HARRISON: Verification was always an issue in these negotiations. We had never seen an SS-20. How would we know how many were being produced? The solution was to station observers at the portals of production facilities to count them. But the missiles came out of the factories in canisters – not just the SS-20’s, but other missiles as well. Even if we had observers counting canisters, how would we know what was inside? Of course, we could have them opened, but then we would see other missiles that the Soviets wanted to keep secret and weren’t covered by the agreement.

The solution was to image them electronically. But then, how should the imaging device be configured so as not to compromise details of other missiles? In other words, what was the minimal imaging needed to ensure that we were counting intermediate range missiles.

Since all these processes would be reciprocal – the Soviets would also have observers at our factories, and would be imaging our missile canisters – this was a very fraught issue for the Joint Chiefs. It required a President decision. But no one thought Reagan actually made it. Bob Linhard had tested the bureaucratic waters, crafted language that nobody liked but everyone could live with, and that was the guidance we all received.

Of course, Linhard operated under real constraints. This was the era of Shultz and Weinberg at State and Defense and they had an unhappy relationship. Linhard couldn’t directly cross either of them.

At the same time, there was the general disinclination to involve Reagan in the details – a disinclination that, I’m convinced, Reagan shared. That gave Linhard maneuvering room which he used with great deftness and intelligence. As a bureaucratic situation, it suited me very well, because you could accomplish a great deal.

The outcome was the INF treaty. We never were able to solve some of the strategic arms limitation problems, but we made progress and success would come later. We pretty much put the stake through the heart of Mutual Balanced Force Reductions (MBFR) with the Soviets: the Soviets would never agree on asymmetric reductions on conventional forces, so that negotiation never got anywhere. The INF treaty was the central achievement, and one of the hallmarks of what became the US-Russian relationship after the demise of the old USSR.

MERRILL: Disgraceful though it is, we have since spent nearly $50 billion so far on the SDI program at roughly $3 billion per year or about 1% of the defense budget. Not much in percentage terms but a lot in real terms.
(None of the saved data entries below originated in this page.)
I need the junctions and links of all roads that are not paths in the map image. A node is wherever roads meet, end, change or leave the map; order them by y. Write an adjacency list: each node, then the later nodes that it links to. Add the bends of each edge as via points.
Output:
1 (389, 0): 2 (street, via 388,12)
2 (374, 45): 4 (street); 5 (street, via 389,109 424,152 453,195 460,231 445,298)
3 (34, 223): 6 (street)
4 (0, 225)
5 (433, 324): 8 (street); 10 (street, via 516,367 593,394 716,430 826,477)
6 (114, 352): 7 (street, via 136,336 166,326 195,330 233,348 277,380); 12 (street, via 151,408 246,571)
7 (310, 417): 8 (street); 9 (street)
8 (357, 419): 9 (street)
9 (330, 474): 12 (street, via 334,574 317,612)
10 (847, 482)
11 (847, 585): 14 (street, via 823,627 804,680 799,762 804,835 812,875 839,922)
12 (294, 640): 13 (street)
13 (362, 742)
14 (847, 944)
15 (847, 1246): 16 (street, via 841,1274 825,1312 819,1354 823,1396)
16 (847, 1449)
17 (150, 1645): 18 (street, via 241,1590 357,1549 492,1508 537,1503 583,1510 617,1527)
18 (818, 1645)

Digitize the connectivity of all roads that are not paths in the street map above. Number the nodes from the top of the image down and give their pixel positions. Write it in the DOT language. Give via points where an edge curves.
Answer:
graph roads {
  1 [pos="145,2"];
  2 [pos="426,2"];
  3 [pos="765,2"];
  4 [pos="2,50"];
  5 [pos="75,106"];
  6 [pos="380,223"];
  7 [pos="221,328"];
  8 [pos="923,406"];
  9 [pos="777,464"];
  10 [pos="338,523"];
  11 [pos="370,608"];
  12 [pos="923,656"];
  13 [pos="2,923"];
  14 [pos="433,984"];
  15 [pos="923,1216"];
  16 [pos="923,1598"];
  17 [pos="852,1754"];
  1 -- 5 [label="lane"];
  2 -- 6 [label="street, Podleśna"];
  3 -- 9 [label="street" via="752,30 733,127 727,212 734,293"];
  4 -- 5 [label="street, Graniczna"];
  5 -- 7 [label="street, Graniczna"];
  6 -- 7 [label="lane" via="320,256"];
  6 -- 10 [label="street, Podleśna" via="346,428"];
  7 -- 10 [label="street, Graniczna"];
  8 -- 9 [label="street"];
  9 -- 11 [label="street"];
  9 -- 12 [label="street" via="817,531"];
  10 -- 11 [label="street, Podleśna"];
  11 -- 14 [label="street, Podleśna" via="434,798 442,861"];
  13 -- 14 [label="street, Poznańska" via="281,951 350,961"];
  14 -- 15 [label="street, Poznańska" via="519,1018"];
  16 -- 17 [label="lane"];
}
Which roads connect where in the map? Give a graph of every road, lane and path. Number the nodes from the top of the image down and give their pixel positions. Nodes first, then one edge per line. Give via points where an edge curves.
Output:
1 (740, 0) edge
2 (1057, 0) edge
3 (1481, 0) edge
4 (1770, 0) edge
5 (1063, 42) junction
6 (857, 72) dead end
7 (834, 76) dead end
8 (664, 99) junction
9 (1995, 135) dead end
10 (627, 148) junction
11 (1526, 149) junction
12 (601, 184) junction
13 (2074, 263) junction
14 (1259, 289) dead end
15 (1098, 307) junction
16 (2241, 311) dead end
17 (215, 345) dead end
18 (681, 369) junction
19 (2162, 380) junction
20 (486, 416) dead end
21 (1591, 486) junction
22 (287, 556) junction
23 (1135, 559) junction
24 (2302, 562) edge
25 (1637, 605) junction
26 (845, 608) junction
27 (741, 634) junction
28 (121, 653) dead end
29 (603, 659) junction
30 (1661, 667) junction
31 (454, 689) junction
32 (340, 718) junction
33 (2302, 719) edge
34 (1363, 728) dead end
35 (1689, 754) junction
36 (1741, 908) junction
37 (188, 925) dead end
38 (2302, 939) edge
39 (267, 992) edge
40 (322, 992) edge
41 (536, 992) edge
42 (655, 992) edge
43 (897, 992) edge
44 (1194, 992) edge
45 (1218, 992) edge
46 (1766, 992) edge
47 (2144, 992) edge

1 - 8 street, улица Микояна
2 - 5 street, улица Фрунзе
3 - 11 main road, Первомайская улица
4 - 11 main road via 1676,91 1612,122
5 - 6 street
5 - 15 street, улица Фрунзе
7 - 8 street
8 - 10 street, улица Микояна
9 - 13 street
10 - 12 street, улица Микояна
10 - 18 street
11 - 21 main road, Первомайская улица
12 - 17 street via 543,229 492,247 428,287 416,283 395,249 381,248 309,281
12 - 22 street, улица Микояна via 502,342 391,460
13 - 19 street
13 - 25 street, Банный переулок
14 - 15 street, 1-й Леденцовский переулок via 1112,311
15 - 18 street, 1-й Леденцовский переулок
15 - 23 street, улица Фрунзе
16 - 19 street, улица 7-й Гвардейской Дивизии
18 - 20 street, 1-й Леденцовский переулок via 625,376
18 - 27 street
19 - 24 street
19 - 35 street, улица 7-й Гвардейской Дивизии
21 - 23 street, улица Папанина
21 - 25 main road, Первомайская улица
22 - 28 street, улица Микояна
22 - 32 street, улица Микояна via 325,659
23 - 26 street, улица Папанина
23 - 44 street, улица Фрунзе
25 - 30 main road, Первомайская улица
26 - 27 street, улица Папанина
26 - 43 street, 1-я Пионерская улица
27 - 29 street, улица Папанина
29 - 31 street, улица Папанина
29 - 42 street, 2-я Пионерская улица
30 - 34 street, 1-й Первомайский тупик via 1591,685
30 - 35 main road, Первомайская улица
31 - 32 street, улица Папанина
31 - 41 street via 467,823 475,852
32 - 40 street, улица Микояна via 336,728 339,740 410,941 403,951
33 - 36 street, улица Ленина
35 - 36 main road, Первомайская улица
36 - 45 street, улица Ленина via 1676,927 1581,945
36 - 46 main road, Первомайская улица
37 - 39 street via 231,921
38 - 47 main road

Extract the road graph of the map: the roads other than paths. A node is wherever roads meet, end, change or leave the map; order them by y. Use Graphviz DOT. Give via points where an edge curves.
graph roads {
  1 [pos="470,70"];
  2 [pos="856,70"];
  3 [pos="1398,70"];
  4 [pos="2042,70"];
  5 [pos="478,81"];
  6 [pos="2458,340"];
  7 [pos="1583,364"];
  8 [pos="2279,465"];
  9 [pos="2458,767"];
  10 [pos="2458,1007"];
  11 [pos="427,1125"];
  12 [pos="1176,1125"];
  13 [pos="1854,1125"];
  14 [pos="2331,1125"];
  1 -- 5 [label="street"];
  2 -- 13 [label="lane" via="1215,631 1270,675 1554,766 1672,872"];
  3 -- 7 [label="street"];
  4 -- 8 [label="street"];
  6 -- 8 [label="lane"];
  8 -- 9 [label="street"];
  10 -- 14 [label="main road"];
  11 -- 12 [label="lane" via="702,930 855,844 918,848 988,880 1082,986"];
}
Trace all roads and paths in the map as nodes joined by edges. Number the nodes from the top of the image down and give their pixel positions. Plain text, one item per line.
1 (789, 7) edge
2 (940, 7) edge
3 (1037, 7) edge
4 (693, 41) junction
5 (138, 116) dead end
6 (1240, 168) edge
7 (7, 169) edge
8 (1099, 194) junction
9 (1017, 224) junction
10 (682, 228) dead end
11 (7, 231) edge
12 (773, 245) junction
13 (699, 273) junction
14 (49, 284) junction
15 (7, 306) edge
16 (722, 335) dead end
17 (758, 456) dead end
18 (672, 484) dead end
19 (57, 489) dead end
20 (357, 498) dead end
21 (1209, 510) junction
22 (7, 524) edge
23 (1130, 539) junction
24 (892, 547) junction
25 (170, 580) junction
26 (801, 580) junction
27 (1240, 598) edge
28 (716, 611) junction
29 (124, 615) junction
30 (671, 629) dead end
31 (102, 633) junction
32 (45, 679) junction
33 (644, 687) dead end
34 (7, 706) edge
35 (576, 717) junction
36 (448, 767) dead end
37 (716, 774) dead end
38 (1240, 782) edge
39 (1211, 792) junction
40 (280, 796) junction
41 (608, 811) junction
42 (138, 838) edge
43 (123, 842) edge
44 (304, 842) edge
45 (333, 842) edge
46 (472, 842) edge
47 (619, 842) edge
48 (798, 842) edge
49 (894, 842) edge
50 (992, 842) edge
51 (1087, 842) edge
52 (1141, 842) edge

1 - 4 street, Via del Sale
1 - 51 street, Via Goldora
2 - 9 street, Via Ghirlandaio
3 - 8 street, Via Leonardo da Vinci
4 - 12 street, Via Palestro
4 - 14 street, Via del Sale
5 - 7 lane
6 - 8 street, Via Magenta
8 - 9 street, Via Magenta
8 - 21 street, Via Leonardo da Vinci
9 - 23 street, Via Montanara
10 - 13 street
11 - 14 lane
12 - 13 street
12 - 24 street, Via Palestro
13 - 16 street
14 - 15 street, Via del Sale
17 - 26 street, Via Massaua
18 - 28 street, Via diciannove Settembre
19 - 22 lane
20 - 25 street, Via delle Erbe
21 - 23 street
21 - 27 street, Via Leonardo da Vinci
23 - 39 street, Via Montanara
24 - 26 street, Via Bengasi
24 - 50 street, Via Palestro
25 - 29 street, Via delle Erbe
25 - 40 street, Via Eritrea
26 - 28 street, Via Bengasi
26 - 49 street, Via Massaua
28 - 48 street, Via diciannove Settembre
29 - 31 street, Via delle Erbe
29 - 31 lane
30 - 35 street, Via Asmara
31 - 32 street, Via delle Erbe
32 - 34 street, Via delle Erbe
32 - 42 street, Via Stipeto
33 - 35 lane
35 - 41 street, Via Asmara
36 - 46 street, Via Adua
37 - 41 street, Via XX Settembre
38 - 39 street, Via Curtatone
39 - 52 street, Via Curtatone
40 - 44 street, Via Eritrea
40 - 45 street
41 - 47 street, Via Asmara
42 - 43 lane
We have gotten something for it but nowhere near what we could and should have. This is principally because much of the research has been constrained by a narrow legal interpretation of the ABM treaty. There’s not much point in researching things that are said to be illegal and less point in arguing over it with irrational opponents of the program. That the research was itself constrained means we wasted a lot of money that could have explored more productive areas. In the end the technology leads toward using space and new physical principles and away from a single ground-based point defense.